For anyone looking to make money in financial markets over the next few years, the recent activity of some leading hedge funds does not bode well.

In the second half of 2015, several prominent hedge funds went bust, retired or opted to return cash to investors and instead focus on making money for themselves, amid weak returns and declining profits, among them BlueCrest Capital Management.

And more could follow in an industry which has grown to about $3 trillion as more and more investors are lured in with the hope that Wall Street's finest can help them outperform in both rising and falling markets.

A Reuters survey of 57 hedge fund managers, executives and asset allocators from across Asia, Europe, Africa and the Americas showed nearly half thought more funds would exit the market in one form or another over the next 12 months.

A similar number of respondents said investment risks capable of scuttling a fund's performance were rising.

"There's a shake-out going on, because returns haven't been that great," said Alex Friedman, chief executive of Swiss asset manager GAM Holding, which runs funds and invests in others on behalf of a range of clients.

Data from industry tracker Eurekahedge showed just 58 percent of managers turned a profit in 2015, the worst performance since 2011, with 15 percent of managers posting losses of more than 8 percent.

Billionaire BlueCrest owner Michael Platt said in December he would close his doors to external capital and looked forward to taking on punchier bets in an effort to boost returns, free from the shackles of more risk-averse external investors.

But the recent exit by 20-year veteran investor Martin Taylor, founder of $1.5 billion equity firm, Nevsky Capital, has sparked greater consternation among hedge fund clients.

Taylor returned almost 20 percent a year over the last 15 years, achieving a total career return of 6,406 percent, compared with 200-300 percent for benchmark indices in the markets where he traded.

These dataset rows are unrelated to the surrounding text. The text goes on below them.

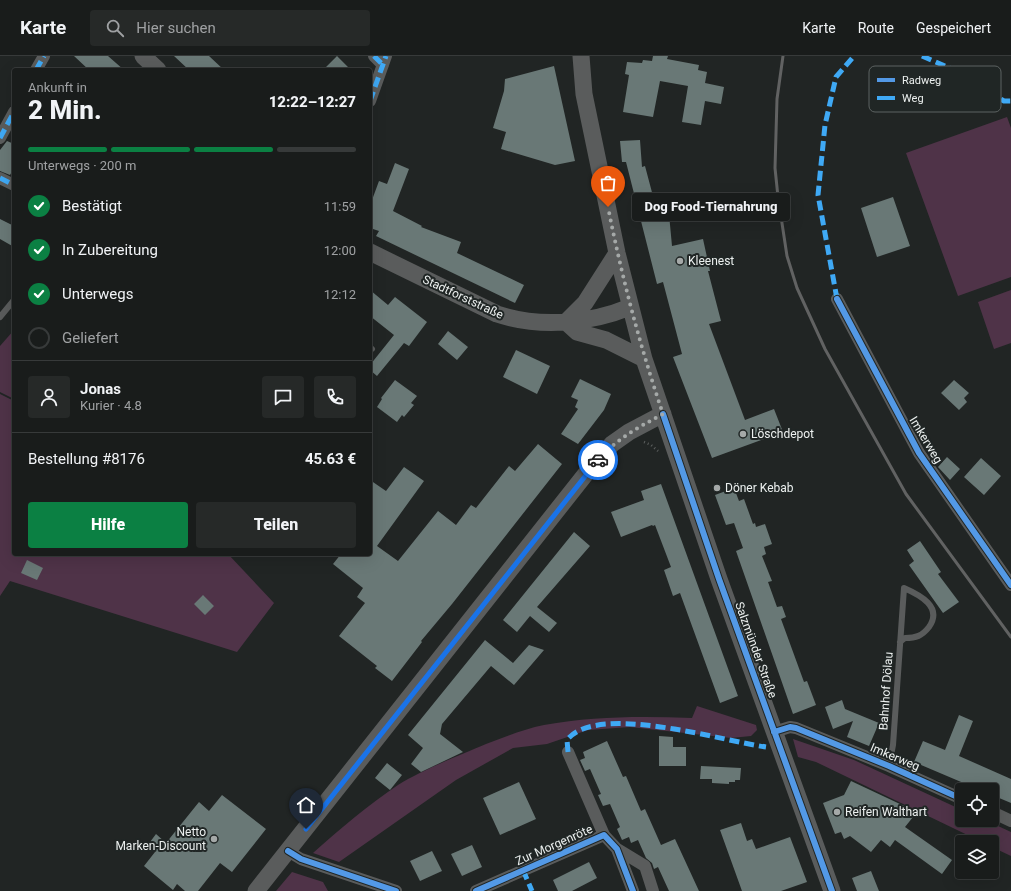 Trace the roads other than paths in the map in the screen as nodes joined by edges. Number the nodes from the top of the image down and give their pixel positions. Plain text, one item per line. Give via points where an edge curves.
1 (44, 56) edge
2 (144, 56) edge
3 (374, 56) edge
4 (581, 56) edge
5 (384, 60) edge
6 (37, 68) edge
7 (156, 68) edge
8 (372, 95) edge
9 (12, 116) edge
10 (0, 138) edge
11 (0, 178) edge
12 (12, 184) edge
13 (372, 253) edge
14 (617, 253) junction
15 (837, 299) dead end
16 (12, 302) edge
17 (630, 307) junction
18 (0, 317) edge
19 (566, 322) junction
20 (644, 359) junction
21 (663, 414) junction
22 (1011, 585) edge
23 (900, 642) junction
24 (774, 732) junction
25 (568, 752) dead end
26 (889, 766) junction
27 (955, 796) edge
28 (999, 815) edge
29 (1011, 821) edge
30 (604, 835) junction
31 (617, 850) junction
32 (288, 851) junction
33 (256, 891) edge
34 (396, 891) edge
35 (476, 891) edge
36 (633, 891) edge
37 (653, 891) edge
38 (832, 891) edge

1 - 6 street
2 - 7 main road
3 - 5 street
4 - 14 main road, Salzmünder Straße via 584,94
5 - 8 street
9 - 10 street
11 - 12 street
13 - 19 main road, Stadtforststraße via 496,314 533,322
14 - 17 main road, Salzmünder Straße
14 - 19 main road via 585,303
15 - 22 street, Imkerweg via 919,453
16 - 18 lane
17 - 19 main road, Stadtforststraße via 613,314
17 - 20 main road, Salzmünder Straße
19 - 20 main road via 577,332 606,340
20 - 21 main road, Salzmünder Straße
21 - 24 main road, Salzmünder Straße
21 - 32 main road via 612,444 588,470
23 - 23 lane, Bahnhof Dölau via 905,638 916,638 924,634 934,620 934,612 922,596 904,588
23 - 26 lane, Bahnhof Dölau via 893,745
24 - 26 street, Imkerweg via 790,727 796,728
24 - 38 main road, Salzmünder Straße
25 - 30 street, Zur Morgenröte
26 - 27 street, Imkerweg
28 - 29 street
30 - 31 street, Zur Morgenröte
30 - 35 street, Zur Morgenröte
31 - 36 street, Zur Morgenröte
31 - 37 street, Zur Morgenröte via 644,866
32 - 33 main road
32 - 34 street via 301,859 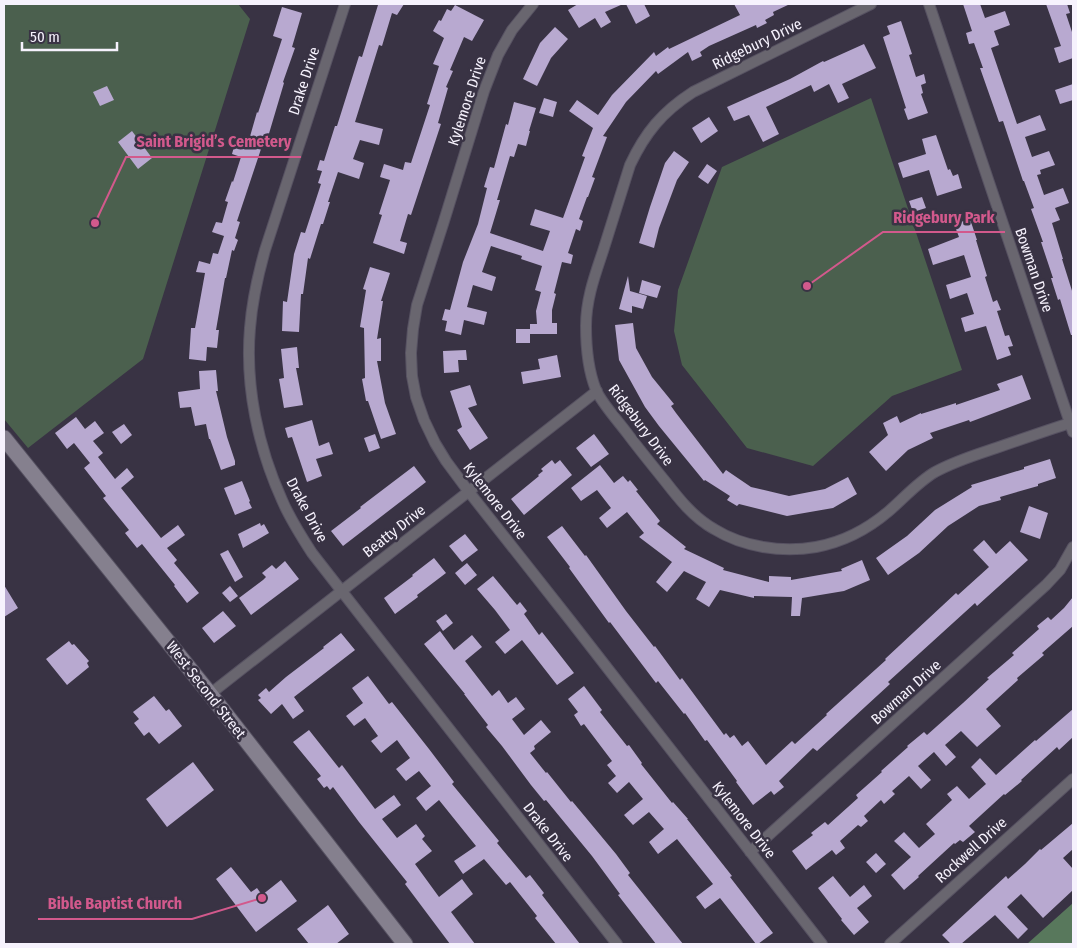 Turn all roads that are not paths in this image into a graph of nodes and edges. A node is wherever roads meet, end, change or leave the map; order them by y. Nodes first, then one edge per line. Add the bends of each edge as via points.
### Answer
1 (345, 4) edge
2 (533, 4) edge
3 (871, 4) edge
4 (929, 4) edge
5 (596, 392) junction
6 (1072, 426) edge
7 (4, 438) edge
8 (469, 492) junction
9 (1073, 547) edge
10 (341, 591) junction
11 (210, 694) junction
12 (1073, 779) edge
13 (750, 852) junction
14 (404, 944) edge
15 (617, 944) edge
16 (822, 944) edge
17 (890, 944) edge

1 - 10 street, Drake Drive via 262,264 252,307 249,362 254,413 275,485 296,528
2 - 8 street, Kylemore Drive via 512,30 491,74 417,304 412,329 412,376 421,412 435,443
3 - 5 street, Ridgebury Drive via 693,92 668,110 650,130 630,165 589,295 587,345 589,370
4 - 6 street, Bowman Drive
5 - 6 street, Ridgebury Drive via 681,502 702,522 733,539 780,549 816,547 848,537 878,520 932,473 952,463
5 - 8 street, Beatty Drive
7 - 11 main road, West Second Street
8 - 10 street, Beatty Drive
8 - 13 street, Kylemore Drive
9 - 13 street, Bowman Drive via 1060,570 1046,585
10 - 11 street, Beatty Drive
10 - 15 street, Drake Drive
11 - 14 main road, West Second Street
12 - 17 street, Rockwell Drive
13 - 16 street, Kylemore Drive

By any measure, a stellar performance, yet in 2014 he lost 1.4 percent and in 2015 was flat. In a recent letter to investors, he said he was bowing out as he did not expect to return to making strong returns in the immediate future.

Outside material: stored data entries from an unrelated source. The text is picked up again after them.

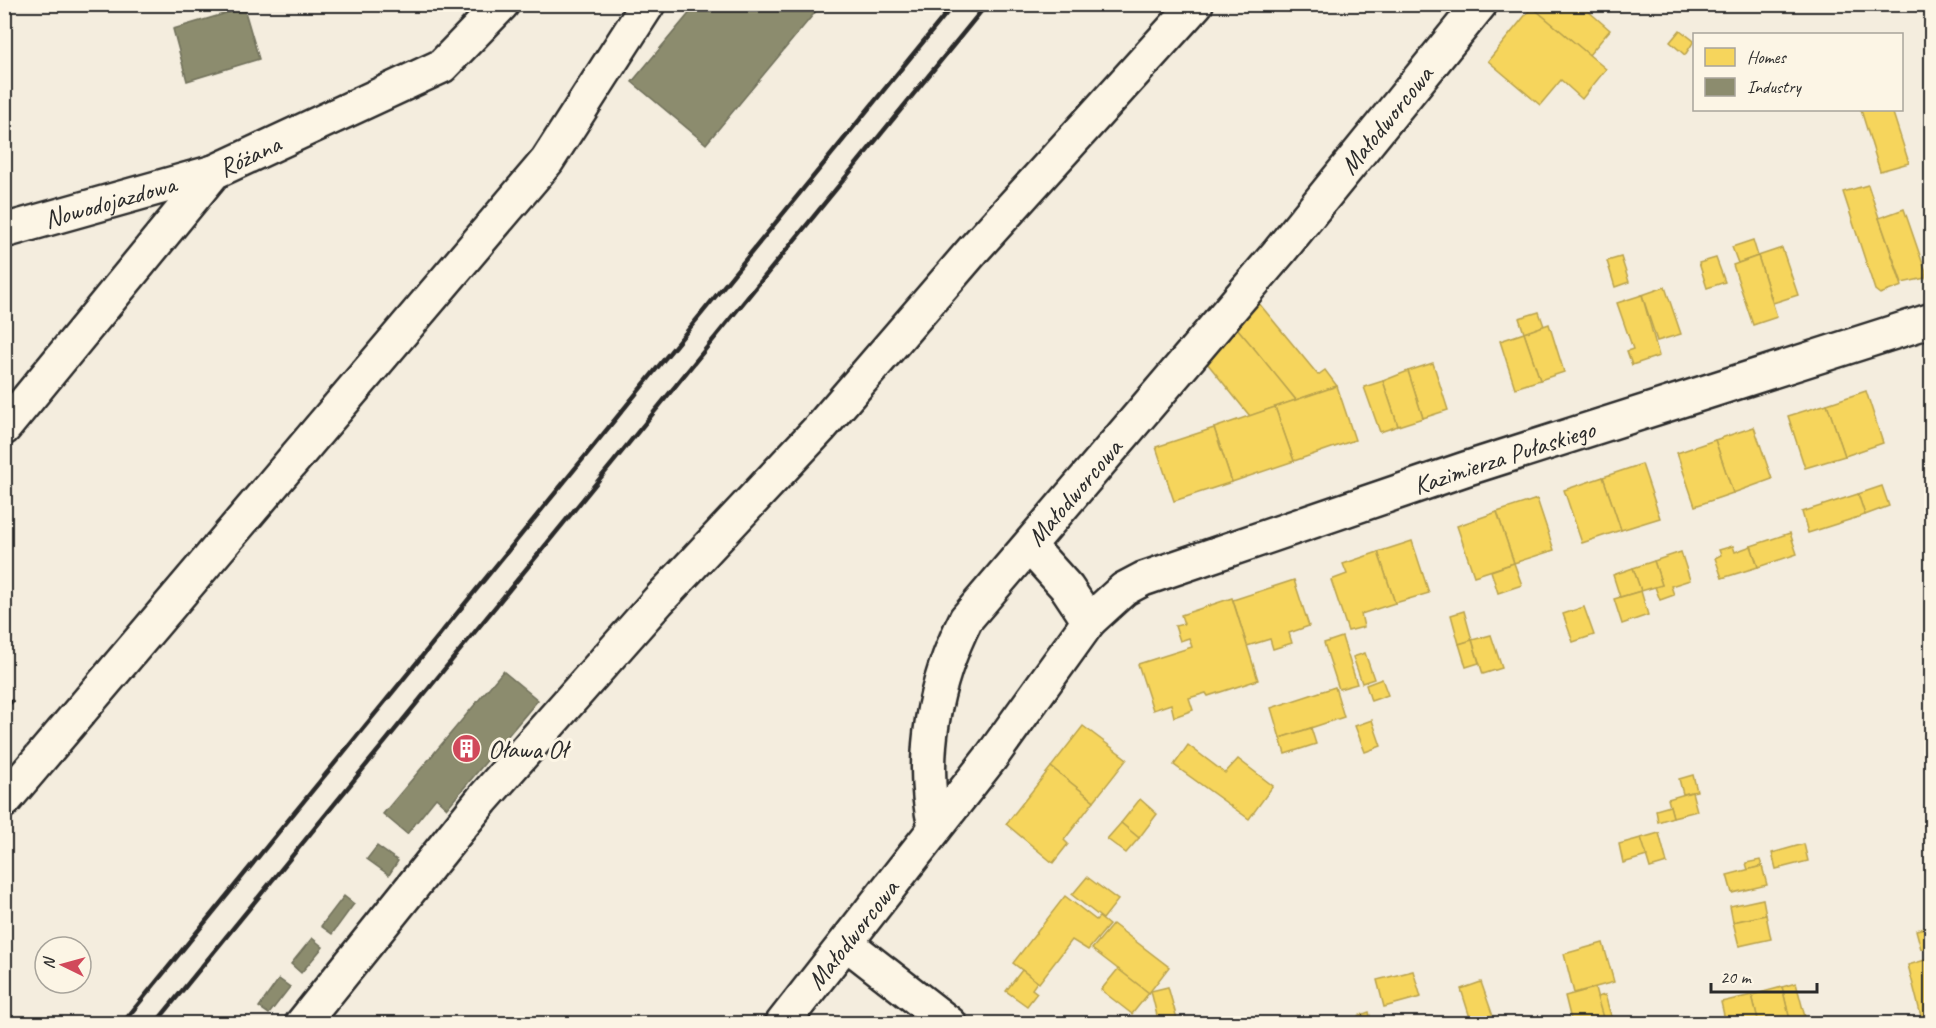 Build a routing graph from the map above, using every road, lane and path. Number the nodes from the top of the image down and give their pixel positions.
1 (502, 4) edge
2 (648, 4) edge
3 (1196, 4) edge
4 (1480, 4) edge
5 (214, 172) junction
6 (4, 231) edge
7 (1932, 320) edge
8 (4, 429) edge
9 (1030, 547) junction
10 (1089, 621) junction
11 (14, 699) dead end
12 (4, 710) edge
13 (4, 801) edge
14 (935, 826) junction
15 (846, 943) junction
16 (302, 1023) edge
17 (782, 1023) edge
18 (950, 1023) edge

1 - 5 street, Różana
2 - 13 street
3 - 16 street
4 - 9 street, Małodworcowa
5 - 6 street, Nowodojazdowa
5 - 8 street, Różana
7 - 10 street, Kazimierza Pułaskiego
9 - 10 street, Małodworcowa
9 - 14 street
10 - 14 street, Małodworcowa
11 - 12 path
14 - 15 street, Małodworcowa
15 - 17 street, Małodworcowa
15 - 18 street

Among the reasons: poor-quality data from countries and companies; illogical decision-making by governments; increased event risk amid illiquid markets; and the potential for index-tracking and algorithmic funds to maintain illogical trends for longer than his fund would be willing to withstand.

While he was confident conditions would improve eventually, the laws of economics were for now suspended, "and may be for some time."

The letter predicted "an indefinite period involving indeterminate levels of risk during which we think it would be wrong for us to be the stewards of your money."